▸ DATA LISTING:
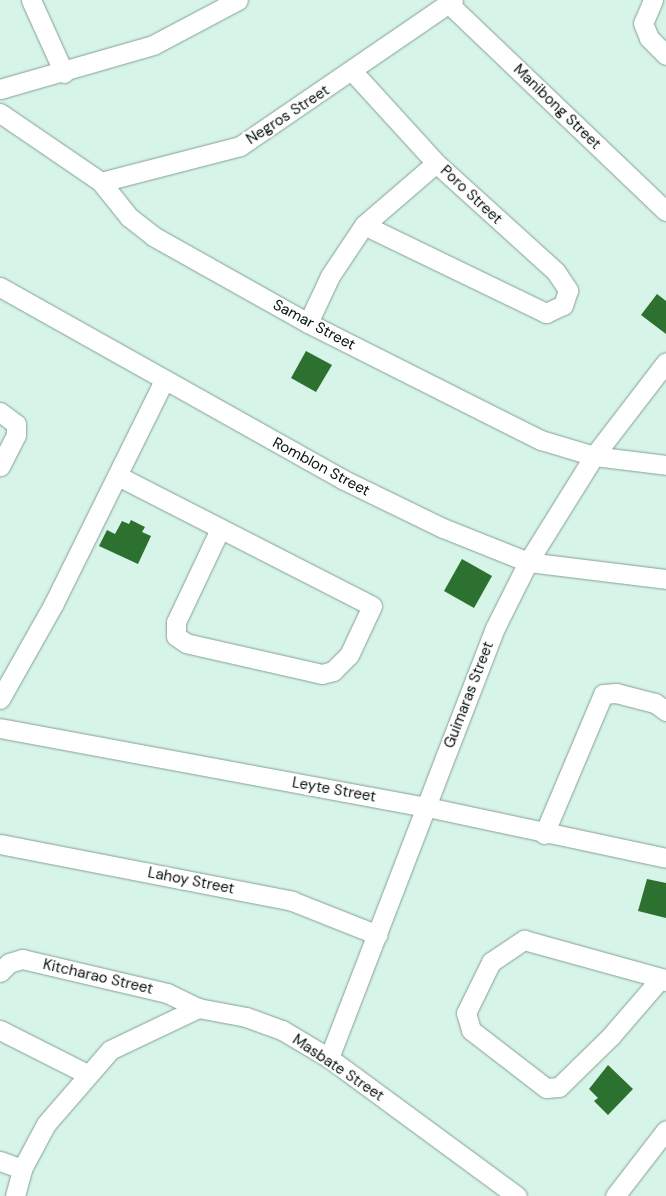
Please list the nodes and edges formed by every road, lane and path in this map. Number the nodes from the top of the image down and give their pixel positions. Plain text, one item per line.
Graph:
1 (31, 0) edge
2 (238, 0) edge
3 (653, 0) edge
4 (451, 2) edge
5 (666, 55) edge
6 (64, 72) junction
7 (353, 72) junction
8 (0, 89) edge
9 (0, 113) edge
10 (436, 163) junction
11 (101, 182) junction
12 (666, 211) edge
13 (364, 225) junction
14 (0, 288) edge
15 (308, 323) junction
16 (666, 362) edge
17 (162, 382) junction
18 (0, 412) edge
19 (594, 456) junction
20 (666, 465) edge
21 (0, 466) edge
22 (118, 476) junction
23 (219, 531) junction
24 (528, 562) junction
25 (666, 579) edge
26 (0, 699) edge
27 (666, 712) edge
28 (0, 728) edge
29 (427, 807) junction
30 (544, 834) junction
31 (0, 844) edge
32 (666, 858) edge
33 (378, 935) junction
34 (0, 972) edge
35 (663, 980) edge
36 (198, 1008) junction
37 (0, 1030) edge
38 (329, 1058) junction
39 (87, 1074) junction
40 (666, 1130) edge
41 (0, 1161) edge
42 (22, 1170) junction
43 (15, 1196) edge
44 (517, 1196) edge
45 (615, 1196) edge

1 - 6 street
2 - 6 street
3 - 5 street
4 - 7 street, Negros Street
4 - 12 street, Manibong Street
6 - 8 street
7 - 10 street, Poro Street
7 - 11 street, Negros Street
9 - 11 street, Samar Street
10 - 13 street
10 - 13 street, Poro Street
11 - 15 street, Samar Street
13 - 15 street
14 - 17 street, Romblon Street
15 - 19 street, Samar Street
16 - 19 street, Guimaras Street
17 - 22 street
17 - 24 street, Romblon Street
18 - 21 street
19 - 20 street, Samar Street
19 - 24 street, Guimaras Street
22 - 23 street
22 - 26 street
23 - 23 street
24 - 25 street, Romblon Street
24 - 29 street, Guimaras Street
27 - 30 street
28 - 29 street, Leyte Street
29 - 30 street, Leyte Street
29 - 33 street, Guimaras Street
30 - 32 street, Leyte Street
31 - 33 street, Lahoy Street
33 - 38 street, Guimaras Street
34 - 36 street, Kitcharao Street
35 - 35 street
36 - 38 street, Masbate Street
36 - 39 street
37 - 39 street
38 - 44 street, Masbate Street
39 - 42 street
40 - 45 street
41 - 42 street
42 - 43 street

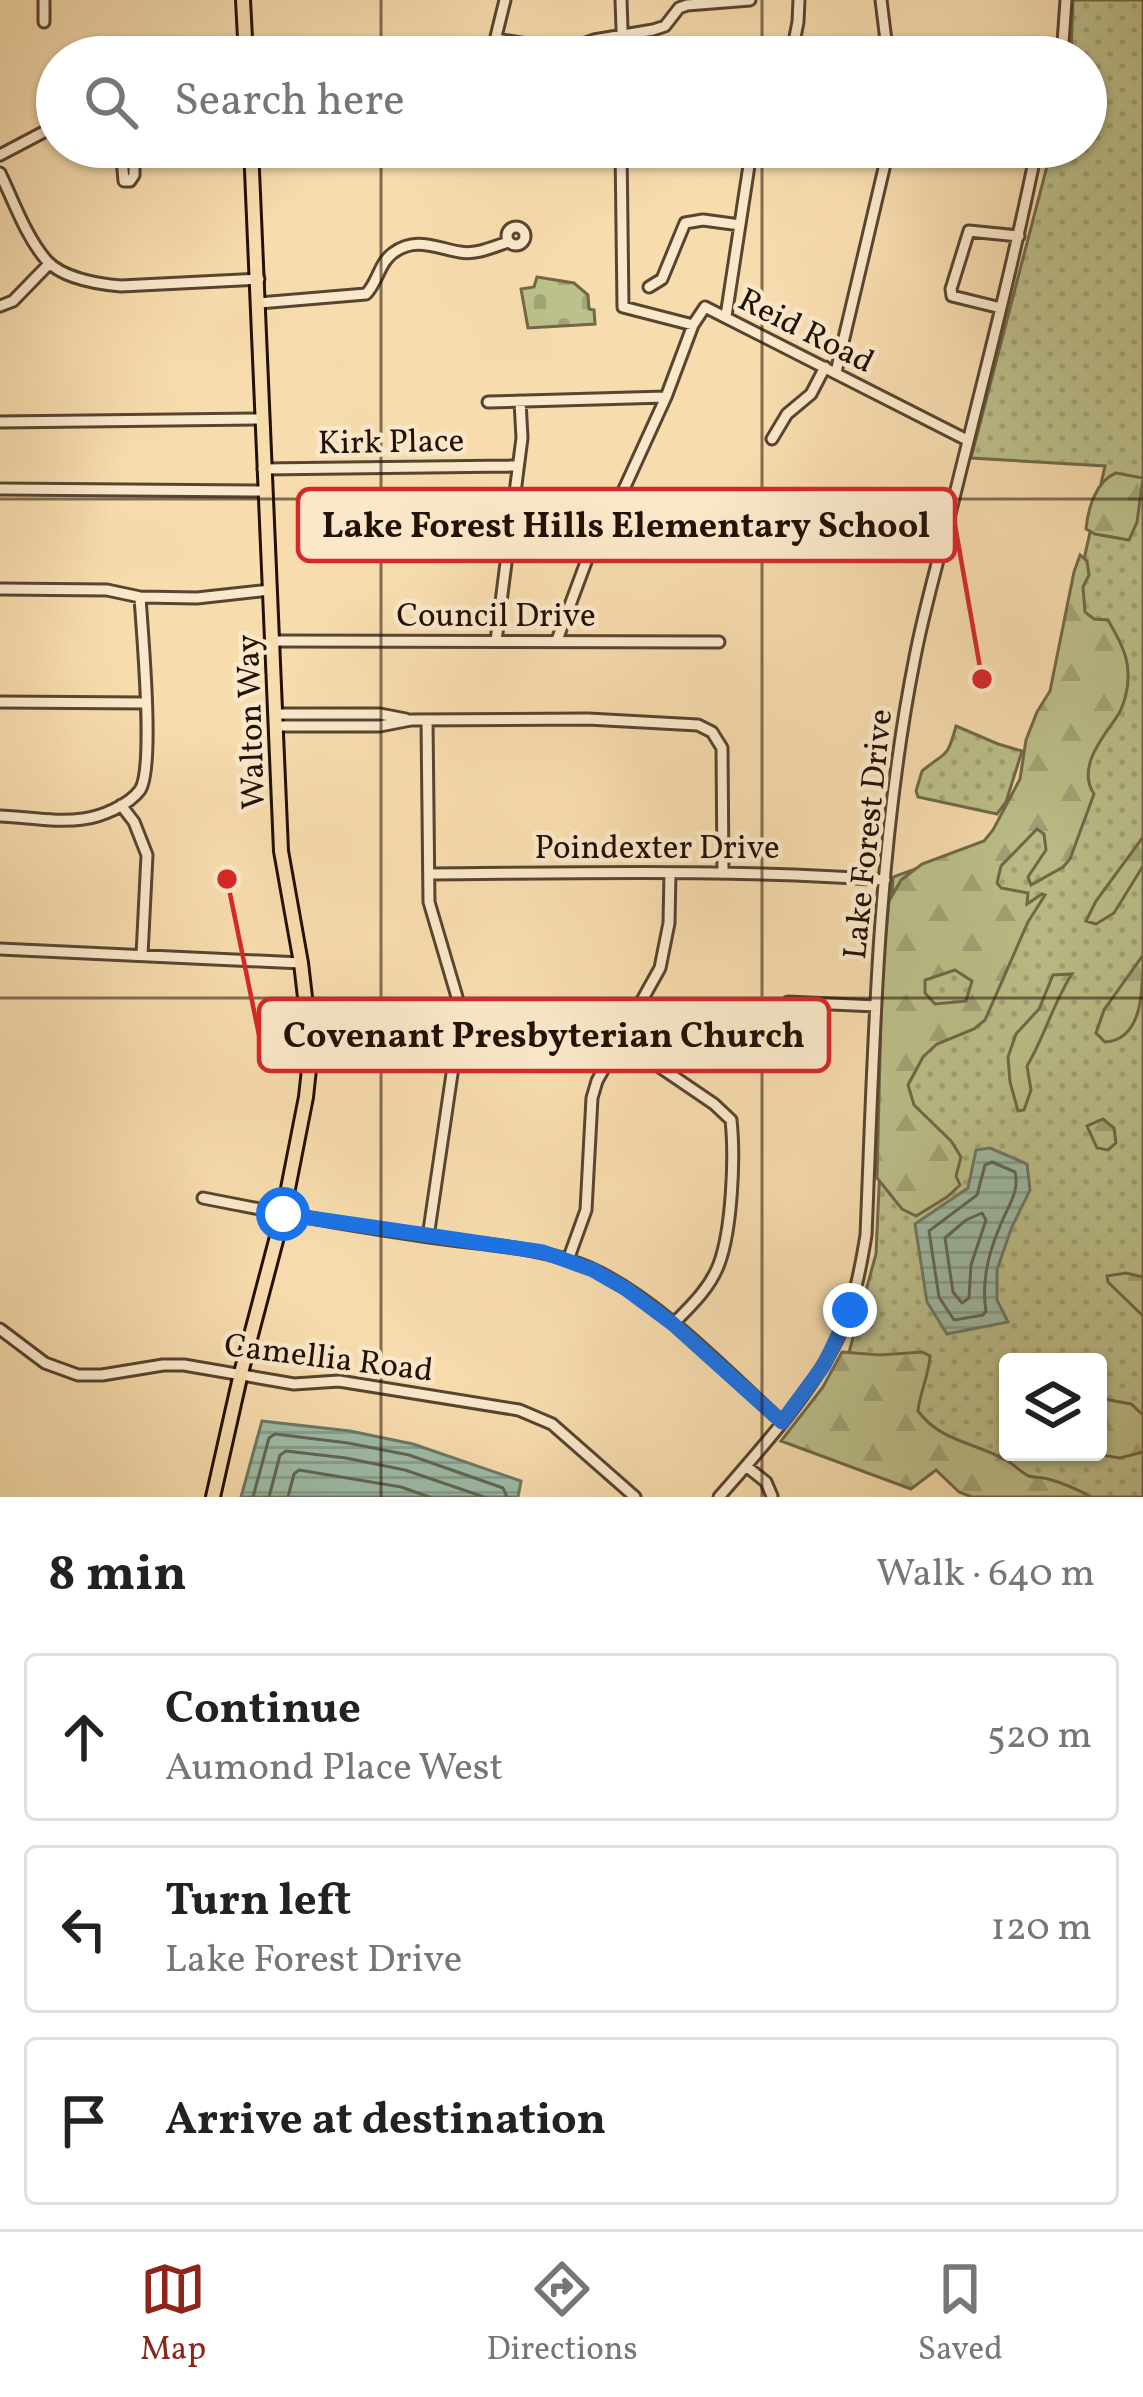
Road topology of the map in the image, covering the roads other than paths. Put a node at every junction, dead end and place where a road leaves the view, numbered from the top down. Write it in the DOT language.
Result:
==
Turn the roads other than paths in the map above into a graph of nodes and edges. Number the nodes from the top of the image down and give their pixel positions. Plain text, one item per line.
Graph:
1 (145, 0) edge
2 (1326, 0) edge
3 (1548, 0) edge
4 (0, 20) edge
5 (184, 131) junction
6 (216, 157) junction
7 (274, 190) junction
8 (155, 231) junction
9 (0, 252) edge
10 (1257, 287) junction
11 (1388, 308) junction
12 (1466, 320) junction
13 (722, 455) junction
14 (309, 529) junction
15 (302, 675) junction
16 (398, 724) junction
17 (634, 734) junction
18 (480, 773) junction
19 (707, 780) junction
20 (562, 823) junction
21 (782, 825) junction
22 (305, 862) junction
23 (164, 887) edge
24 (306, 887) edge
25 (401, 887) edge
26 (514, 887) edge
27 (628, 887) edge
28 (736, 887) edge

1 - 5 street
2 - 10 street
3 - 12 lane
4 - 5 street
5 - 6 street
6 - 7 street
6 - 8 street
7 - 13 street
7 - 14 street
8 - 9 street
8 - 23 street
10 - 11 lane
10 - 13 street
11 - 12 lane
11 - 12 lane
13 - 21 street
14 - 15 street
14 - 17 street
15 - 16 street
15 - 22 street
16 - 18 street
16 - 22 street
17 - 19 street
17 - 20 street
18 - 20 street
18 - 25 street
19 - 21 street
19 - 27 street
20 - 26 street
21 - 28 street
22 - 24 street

▸ WORK REQUEST: Only the count should be given: the number of lines in the entries above containing the word "paths".

▸ TASK SOLUTION: 2